[Input data — start]

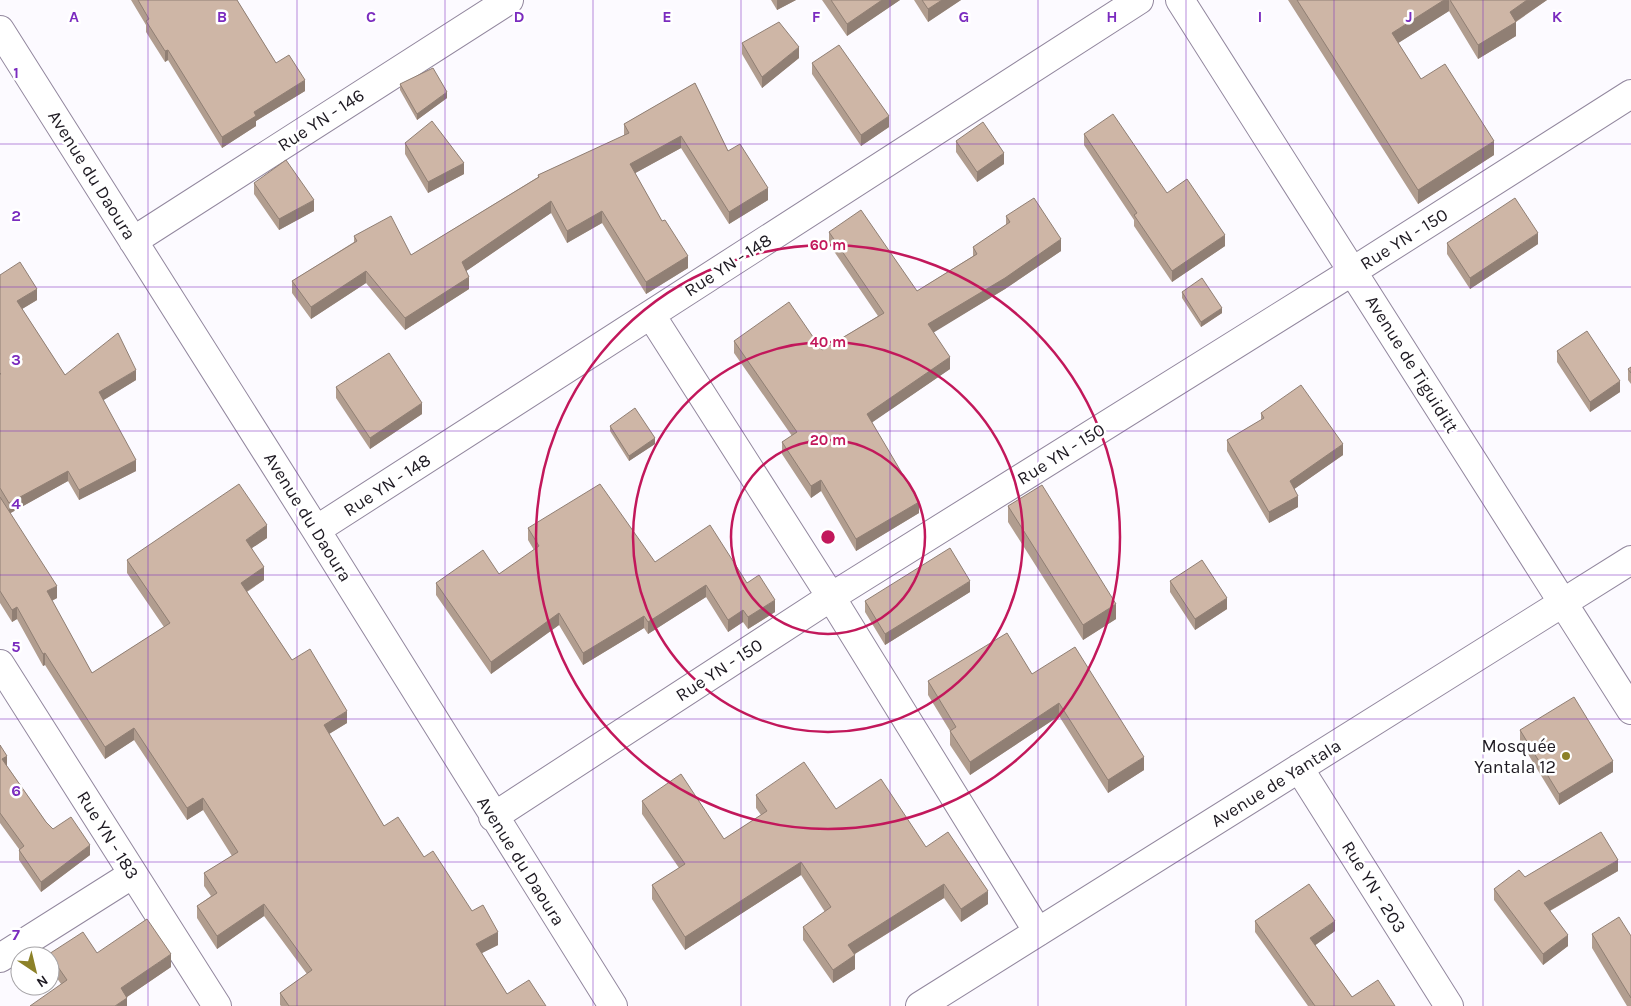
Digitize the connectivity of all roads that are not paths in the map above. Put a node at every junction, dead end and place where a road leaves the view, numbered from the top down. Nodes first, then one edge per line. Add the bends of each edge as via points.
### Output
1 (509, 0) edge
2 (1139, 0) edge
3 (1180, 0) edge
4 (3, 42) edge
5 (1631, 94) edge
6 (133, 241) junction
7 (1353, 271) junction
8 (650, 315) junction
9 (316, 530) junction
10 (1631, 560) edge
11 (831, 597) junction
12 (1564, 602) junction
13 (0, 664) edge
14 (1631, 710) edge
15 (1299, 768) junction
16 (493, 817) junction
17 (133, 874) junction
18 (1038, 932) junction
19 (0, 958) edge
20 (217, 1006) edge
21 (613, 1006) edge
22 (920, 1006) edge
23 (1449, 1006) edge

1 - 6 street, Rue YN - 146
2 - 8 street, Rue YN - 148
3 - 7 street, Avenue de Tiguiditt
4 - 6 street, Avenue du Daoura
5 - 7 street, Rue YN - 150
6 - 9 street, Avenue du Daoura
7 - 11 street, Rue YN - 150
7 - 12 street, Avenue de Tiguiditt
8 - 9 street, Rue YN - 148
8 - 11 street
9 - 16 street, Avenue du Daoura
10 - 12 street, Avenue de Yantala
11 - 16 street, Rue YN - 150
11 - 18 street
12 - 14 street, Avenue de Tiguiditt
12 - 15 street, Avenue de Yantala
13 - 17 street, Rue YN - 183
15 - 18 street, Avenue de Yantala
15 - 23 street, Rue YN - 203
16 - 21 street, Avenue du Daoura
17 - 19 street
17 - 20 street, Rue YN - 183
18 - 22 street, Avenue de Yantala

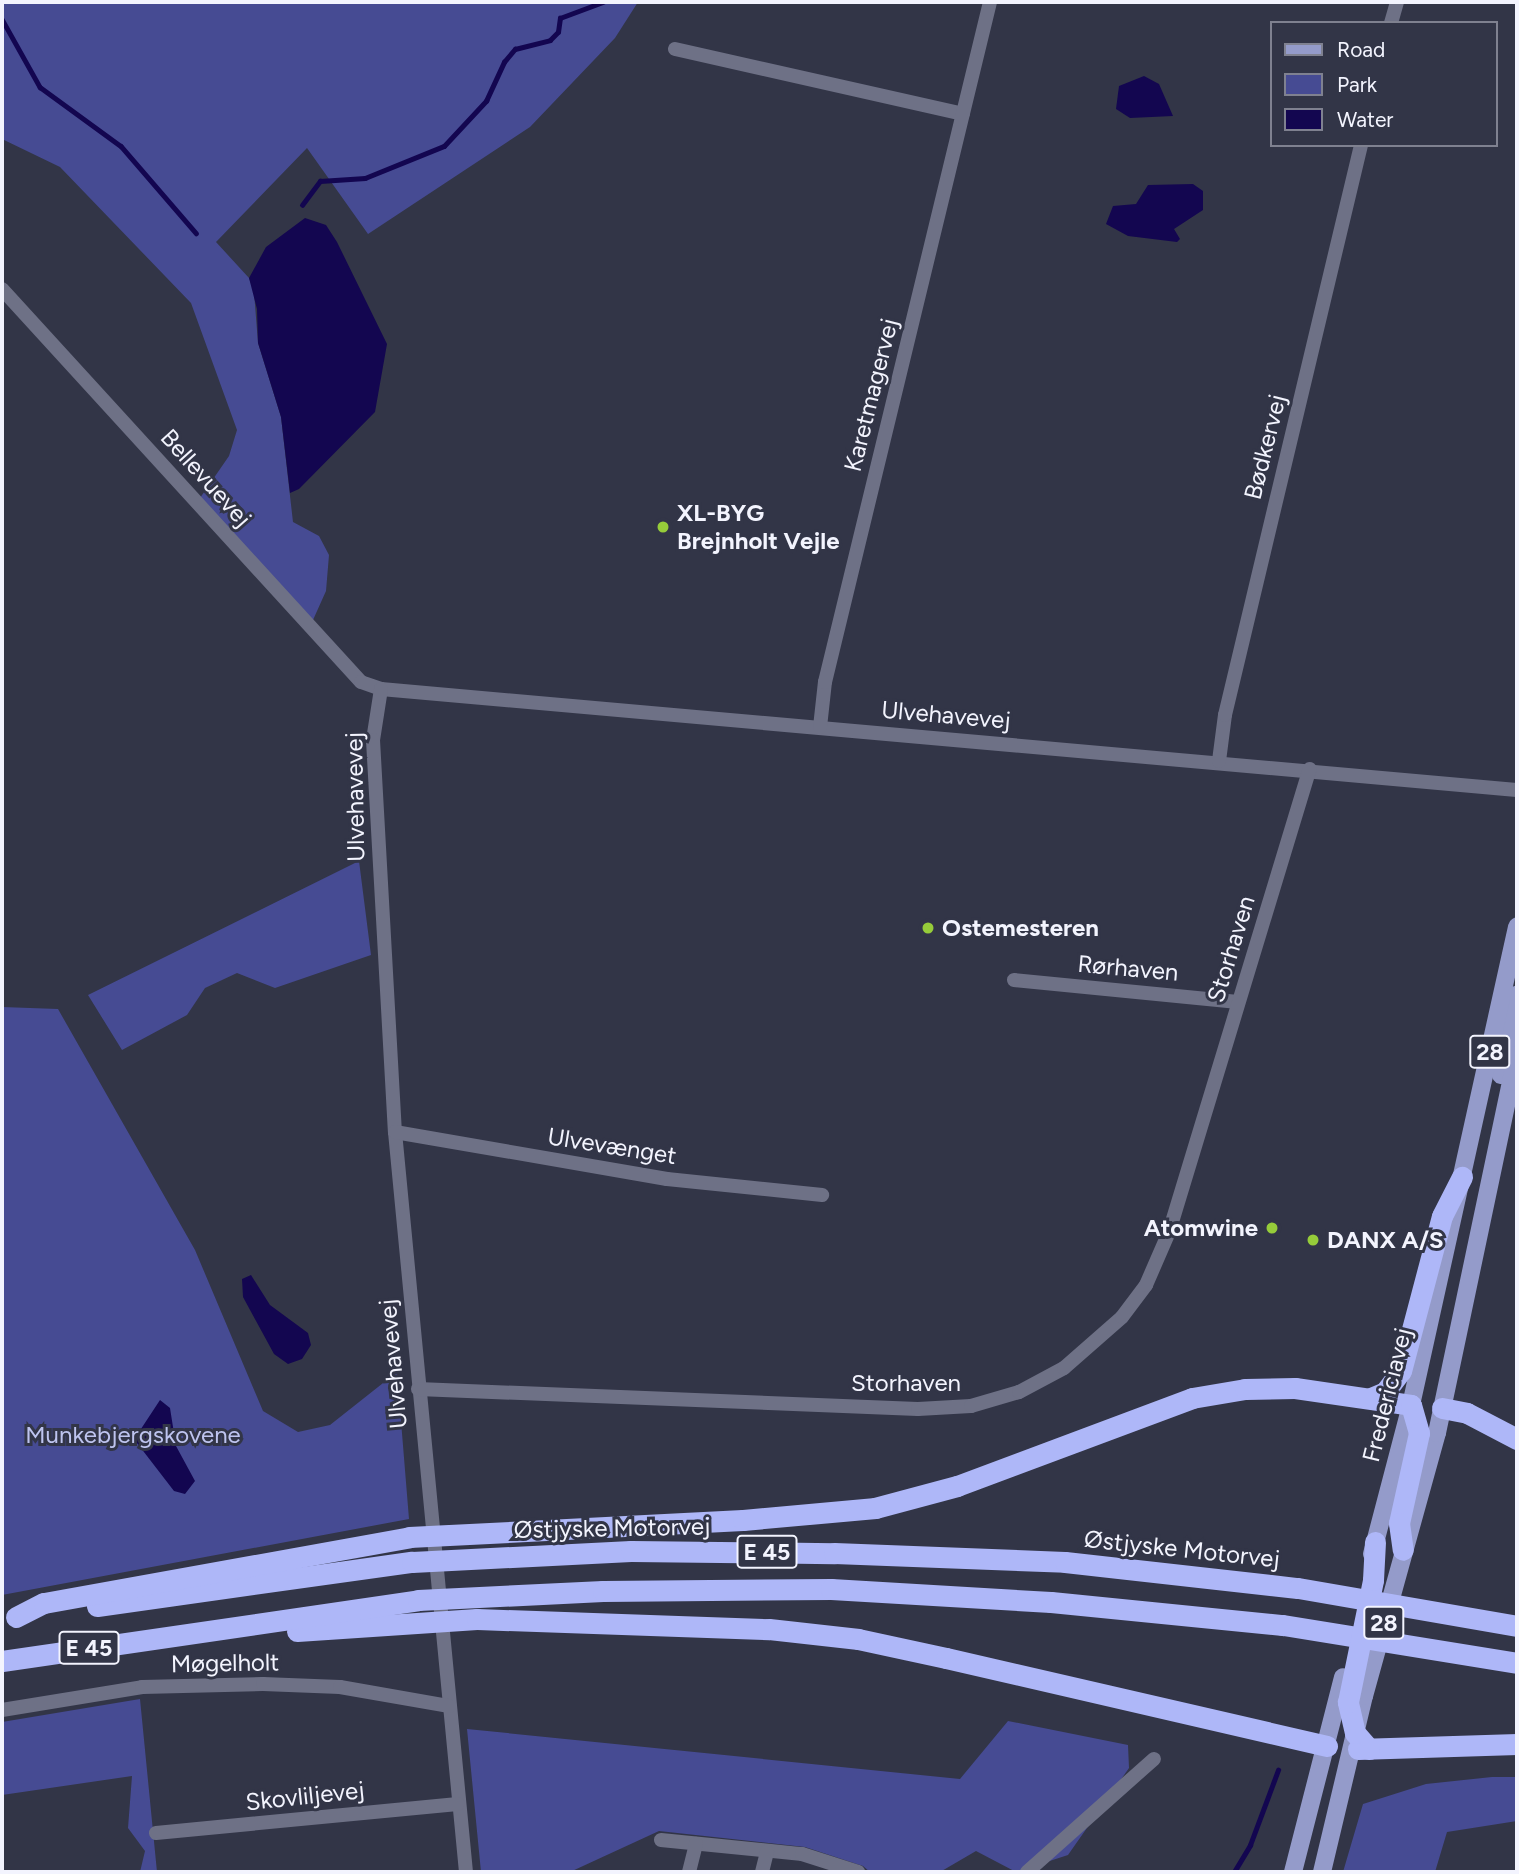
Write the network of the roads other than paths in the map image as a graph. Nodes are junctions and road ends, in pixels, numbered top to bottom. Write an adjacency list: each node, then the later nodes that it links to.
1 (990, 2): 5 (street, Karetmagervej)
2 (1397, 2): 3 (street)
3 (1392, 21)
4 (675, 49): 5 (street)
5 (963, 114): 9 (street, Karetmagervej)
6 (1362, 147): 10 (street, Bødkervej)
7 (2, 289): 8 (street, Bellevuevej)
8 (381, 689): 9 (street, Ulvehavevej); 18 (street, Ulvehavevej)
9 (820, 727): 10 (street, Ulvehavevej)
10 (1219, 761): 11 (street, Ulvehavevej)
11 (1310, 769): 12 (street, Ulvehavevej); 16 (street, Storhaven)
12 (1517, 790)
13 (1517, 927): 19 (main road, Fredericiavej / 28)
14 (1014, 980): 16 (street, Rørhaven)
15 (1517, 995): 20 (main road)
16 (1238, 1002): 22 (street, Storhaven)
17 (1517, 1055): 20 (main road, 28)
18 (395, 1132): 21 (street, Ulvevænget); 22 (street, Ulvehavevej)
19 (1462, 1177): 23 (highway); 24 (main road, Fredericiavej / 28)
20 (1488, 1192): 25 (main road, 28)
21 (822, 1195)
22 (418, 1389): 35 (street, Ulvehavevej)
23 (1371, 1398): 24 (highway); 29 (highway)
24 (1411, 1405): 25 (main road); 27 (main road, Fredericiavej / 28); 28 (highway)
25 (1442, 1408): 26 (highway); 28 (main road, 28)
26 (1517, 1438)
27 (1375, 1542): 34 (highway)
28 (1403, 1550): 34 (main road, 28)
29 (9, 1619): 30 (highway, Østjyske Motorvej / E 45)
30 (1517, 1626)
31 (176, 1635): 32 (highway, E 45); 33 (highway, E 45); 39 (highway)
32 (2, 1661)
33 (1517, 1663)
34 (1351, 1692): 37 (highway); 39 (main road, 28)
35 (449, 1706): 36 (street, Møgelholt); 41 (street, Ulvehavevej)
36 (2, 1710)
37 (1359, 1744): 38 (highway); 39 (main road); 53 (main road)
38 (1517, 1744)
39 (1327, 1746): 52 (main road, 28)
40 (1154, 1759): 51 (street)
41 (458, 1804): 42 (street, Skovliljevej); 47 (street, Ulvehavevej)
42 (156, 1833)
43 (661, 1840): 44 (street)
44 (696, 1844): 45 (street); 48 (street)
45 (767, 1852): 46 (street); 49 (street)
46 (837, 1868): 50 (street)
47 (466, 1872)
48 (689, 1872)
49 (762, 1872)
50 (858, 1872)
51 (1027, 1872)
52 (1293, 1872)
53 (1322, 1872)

[Input data — finish]

## Aim of the task
Scan the lines above, and whenever one holds the string "that", copy it.

## Solution
Digitize the connectivity of all roads that are not paths in the map above. Put a node at every junction, dead end and place where a road leaves the view, numbered from the top down. Nodes first, then one edge per line. Add the bends of each edge as via points.
Write the network of the roads other than paths in the map image as a graph. Nodes are junctions and road ends, in pixels, numbered top to bottom. Write an adjacency list: each node, then the later nodes that it links to.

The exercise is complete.